SUPPLIED MATERIAL:

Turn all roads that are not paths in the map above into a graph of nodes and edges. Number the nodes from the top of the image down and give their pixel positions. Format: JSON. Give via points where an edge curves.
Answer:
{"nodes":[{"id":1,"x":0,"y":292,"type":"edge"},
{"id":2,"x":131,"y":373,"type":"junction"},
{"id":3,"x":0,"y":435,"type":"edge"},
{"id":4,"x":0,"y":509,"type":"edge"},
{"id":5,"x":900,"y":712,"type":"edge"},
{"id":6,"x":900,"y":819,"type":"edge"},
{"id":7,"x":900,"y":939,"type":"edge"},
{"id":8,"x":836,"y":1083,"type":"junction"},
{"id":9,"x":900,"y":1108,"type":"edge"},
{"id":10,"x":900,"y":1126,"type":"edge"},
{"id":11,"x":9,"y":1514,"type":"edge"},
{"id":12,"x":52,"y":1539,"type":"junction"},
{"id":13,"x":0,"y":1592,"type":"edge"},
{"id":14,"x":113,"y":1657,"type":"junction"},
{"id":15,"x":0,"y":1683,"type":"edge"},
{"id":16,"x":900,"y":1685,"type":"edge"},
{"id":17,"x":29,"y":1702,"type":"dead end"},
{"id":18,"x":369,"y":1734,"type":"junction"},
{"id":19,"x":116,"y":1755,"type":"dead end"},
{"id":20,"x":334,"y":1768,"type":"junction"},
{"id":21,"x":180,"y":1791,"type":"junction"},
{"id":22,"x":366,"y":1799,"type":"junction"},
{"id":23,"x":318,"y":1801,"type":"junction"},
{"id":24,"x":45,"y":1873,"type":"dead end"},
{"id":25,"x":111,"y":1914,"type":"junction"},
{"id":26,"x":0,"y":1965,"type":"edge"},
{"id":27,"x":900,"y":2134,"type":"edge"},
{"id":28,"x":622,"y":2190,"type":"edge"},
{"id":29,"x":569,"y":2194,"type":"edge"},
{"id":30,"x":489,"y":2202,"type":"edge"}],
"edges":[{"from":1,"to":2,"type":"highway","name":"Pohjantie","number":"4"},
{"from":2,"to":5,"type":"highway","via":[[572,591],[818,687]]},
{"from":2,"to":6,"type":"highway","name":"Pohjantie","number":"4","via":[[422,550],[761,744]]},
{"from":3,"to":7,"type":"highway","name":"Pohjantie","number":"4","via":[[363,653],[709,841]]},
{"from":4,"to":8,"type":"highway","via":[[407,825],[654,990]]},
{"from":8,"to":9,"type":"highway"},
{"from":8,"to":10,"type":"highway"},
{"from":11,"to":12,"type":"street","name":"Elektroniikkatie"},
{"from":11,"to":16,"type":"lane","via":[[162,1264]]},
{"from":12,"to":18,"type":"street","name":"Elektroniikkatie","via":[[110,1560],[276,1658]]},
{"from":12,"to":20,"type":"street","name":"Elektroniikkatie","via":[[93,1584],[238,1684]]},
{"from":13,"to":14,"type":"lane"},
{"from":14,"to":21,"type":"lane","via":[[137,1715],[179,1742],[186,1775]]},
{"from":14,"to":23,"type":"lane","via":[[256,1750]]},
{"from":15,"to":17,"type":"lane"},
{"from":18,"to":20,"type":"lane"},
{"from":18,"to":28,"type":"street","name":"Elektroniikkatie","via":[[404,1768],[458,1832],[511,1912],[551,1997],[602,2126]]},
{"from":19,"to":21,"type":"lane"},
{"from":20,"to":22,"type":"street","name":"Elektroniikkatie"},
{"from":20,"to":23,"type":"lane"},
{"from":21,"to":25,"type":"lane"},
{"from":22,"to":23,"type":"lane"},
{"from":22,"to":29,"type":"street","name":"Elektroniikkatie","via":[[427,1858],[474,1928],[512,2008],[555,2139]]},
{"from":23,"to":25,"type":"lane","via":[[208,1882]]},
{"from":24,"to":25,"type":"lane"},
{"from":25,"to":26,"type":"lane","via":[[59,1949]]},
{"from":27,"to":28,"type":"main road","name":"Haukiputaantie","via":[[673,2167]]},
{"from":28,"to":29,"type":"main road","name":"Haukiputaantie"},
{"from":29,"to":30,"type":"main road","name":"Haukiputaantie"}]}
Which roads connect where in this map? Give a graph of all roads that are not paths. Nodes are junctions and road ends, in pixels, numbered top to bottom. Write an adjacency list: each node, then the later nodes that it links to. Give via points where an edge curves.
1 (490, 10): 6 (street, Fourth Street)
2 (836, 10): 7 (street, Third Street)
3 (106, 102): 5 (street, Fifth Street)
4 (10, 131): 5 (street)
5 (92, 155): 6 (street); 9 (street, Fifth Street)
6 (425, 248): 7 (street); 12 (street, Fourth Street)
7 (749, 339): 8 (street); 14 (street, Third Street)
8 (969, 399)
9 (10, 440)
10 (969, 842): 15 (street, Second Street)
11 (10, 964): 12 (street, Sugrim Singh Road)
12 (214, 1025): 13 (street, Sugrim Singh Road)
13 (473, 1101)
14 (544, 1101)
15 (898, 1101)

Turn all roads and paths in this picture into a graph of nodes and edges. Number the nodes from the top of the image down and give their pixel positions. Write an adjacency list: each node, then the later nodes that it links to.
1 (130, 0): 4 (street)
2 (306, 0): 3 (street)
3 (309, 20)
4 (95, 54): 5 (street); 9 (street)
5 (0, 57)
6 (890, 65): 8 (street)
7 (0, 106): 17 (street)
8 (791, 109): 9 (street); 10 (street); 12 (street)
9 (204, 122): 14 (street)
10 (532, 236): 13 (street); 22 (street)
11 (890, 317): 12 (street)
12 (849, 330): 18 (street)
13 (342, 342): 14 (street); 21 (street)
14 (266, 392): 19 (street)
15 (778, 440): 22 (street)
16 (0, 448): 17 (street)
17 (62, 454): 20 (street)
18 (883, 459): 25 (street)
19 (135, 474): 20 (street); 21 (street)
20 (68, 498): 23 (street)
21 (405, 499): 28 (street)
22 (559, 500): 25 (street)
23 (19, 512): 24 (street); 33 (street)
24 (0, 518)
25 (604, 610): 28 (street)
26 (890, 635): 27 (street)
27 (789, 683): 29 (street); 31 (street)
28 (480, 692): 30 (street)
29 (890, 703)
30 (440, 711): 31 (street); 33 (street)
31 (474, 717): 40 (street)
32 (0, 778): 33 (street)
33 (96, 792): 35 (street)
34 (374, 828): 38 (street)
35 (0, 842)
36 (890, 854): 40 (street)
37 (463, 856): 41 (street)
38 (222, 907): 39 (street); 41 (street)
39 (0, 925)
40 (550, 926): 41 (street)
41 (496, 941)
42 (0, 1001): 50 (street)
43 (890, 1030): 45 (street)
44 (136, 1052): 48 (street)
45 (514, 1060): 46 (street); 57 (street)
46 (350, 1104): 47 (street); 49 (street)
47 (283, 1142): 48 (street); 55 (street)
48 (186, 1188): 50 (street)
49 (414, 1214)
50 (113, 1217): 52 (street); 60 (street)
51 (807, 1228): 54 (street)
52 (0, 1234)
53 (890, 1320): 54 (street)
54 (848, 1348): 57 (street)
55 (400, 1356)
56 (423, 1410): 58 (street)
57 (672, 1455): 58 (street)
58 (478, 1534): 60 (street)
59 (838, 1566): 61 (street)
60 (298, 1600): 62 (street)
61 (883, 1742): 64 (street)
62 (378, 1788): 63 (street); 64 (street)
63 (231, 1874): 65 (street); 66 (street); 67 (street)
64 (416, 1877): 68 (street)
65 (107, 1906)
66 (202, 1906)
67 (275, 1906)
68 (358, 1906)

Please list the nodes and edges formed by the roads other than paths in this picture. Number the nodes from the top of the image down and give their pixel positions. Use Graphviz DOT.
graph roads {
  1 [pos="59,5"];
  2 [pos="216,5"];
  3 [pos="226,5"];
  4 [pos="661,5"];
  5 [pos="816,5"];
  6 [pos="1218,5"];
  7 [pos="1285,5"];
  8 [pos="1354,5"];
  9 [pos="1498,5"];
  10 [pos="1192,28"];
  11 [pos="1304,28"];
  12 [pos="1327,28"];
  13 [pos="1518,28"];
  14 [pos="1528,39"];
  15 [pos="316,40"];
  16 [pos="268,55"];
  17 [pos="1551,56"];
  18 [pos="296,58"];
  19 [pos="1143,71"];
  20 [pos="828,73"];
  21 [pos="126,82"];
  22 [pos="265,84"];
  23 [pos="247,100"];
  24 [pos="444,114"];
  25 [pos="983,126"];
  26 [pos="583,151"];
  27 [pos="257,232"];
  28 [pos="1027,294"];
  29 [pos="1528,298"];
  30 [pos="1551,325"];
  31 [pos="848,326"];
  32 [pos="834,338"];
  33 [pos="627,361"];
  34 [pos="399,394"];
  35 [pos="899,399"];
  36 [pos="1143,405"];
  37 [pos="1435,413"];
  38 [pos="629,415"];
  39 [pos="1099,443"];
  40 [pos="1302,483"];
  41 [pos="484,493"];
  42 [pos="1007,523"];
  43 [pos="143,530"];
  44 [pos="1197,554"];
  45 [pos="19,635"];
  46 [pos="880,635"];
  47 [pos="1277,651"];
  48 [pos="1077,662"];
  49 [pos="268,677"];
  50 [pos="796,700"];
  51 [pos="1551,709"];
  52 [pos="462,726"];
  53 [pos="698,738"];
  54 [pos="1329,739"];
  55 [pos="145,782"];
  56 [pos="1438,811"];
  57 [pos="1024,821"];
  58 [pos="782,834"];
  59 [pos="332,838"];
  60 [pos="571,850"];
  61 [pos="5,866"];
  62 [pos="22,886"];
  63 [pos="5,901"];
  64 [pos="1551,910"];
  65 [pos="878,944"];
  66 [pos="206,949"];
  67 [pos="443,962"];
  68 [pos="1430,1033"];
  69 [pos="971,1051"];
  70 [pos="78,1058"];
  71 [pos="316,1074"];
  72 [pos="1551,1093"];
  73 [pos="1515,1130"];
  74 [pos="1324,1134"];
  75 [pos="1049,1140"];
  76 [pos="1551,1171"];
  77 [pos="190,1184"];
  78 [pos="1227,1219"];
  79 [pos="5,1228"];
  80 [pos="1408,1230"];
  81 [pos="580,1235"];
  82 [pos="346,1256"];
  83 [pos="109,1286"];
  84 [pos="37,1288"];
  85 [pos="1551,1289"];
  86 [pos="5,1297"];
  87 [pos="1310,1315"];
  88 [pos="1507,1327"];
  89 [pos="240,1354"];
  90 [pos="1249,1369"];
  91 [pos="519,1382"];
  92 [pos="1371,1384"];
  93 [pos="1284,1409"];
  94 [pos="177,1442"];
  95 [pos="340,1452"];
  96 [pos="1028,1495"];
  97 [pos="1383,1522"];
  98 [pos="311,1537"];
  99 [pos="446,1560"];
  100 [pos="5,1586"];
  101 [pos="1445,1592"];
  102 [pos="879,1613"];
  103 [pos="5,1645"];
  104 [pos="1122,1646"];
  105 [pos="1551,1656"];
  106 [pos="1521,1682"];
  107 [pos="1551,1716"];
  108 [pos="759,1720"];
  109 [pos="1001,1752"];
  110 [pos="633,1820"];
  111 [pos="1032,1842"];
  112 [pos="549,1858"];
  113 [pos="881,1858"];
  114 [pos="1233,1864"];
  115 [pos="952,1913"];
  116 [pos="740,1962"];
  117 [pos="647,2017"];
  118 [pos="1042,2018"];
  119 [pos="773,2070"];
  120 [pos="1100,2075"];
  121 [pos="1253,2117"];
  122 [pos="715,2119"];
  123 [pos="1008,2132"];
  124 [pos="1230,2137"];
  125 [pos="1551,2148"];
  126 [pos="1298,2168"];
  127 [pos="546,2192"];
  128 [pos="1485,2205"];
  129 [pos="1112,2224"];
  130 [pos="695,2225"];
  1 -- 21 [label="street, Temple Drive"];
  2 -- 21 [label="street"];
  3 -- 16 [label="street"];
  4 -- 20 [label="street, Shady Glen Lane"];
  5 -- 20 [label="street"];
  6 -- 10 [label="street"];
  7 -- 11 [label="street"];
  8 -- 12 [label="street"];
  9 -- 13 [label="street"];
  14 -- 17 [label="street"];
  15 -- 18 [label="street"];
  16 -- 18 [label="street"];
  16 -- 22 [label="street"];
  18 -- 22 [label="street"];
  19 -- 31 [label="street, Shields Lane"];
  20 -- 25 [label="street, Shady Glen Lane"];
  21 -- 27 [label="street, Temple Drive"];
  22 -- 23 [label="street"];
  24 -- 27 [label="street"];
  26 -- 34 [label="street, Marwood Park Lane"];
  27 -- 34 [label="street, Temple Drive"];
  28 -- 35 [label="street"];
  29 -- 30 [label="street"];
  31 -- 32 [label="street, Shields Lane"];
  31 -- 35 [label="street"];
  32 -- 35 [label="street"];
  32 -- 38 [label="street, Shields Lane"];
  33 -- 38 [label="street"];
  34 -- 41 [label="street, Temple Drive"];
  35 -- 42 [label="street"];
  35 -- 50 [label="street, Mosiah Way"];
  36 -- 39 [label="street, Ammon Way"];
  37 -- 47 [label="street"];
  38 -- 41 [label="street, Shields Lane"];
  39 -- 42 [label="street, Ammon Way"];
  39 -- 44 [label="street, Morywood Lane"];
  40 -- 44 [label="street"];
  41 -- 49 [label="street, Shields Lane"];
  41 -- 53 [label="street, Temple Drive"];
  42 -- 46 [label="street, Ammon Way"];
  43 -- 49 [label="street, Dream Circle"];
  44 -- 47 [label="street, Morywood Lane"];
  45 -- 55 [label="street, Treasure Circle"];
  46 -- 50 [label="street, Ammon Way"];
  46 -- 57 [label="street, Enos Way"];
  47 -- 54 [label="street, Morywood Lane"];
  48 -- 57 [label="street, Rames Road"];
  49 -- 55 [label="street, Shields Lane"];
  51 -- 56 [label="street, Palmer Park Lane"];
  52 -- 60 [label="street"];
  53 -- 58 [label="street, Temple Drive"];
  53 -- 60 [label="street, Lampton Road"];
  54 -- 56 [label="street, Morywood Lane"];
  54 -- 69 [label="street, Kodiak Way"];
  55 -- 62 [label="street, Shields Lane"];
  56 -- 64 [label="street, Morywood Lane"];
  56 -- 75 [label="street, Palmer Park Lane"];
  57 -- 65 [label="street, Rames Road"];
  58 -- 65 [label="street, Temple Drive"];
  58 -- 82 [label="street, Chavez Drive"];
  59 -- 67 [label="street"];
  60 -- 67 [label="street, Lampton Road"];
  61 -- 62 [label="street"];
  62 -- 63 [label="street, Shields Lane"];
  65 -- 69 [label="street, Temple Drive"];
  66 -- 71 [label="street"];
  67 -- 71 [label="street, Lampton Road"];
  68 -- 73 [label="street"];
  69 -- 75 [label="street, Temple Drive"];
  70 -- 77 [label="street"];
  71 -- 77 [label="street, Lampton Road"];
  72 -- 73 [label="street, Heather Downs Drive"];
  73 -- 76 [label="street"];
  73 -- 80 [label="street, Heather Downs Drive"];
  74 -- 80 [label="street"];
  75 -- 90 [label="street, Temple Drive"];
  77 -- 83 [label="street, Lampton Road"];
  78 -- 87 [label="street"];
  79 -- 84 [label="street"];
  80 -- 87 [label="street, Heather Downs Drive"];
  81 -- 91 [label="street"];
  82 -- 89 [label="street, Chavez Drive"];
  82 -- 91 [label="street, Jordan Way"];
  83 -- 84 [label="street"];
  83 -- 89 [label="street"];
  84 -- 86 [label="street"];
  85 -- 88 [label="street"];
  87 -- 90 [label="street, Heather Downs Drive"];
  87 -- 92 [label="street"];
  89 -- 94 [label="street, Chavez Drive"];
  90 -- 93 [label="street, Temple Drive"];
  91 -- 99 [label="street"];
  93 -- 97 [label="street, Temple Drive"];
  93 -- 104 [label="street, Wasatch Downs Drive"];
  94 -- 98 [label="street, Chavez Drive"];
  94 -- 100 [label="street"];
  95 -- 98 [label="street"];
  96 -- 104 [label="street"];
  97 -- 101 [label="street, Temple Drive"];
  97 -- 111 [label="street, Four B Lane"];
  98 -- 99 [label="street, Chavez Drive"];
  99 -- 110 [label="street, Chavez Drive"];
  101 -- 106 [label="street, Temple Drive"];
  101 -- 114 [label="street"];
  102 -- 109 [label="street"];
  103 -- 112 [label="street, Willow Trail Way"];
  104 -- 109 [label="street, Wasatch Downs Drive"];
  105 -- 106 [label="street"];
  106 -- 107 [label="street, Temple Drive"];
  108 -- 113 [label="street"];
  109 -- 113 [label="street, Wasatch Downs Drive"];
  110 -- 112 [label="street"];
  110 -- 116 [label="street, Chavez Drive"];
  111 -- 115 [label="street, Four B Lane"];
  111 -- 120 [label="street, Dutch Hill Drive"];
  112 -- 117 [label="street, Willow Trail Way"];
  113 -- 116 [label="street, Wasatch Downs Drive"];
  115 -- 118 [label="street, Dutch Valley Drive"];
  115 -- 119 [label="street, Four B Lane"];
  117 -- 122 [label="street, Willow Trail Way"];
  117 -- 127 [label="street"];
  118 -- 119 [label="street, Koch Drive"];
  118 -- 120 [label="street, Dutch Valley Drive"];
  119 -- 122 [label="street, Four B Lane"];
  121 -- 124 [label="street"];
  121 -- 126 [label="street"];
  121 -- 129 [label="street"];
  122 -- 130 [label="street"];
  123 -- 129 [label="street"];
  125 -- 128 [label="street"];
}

TASK GOAL: Using the listing above, report each line that mentions the word "Dutch".

EXERCISE RESPONSE:
  111 -- 120 [label="street, Dutch Hill Drive"];
  115 -- 118 [label="street, Dutch Valley Drive"];
  118 -- 120 [label="street, Dutch Valley Drive"];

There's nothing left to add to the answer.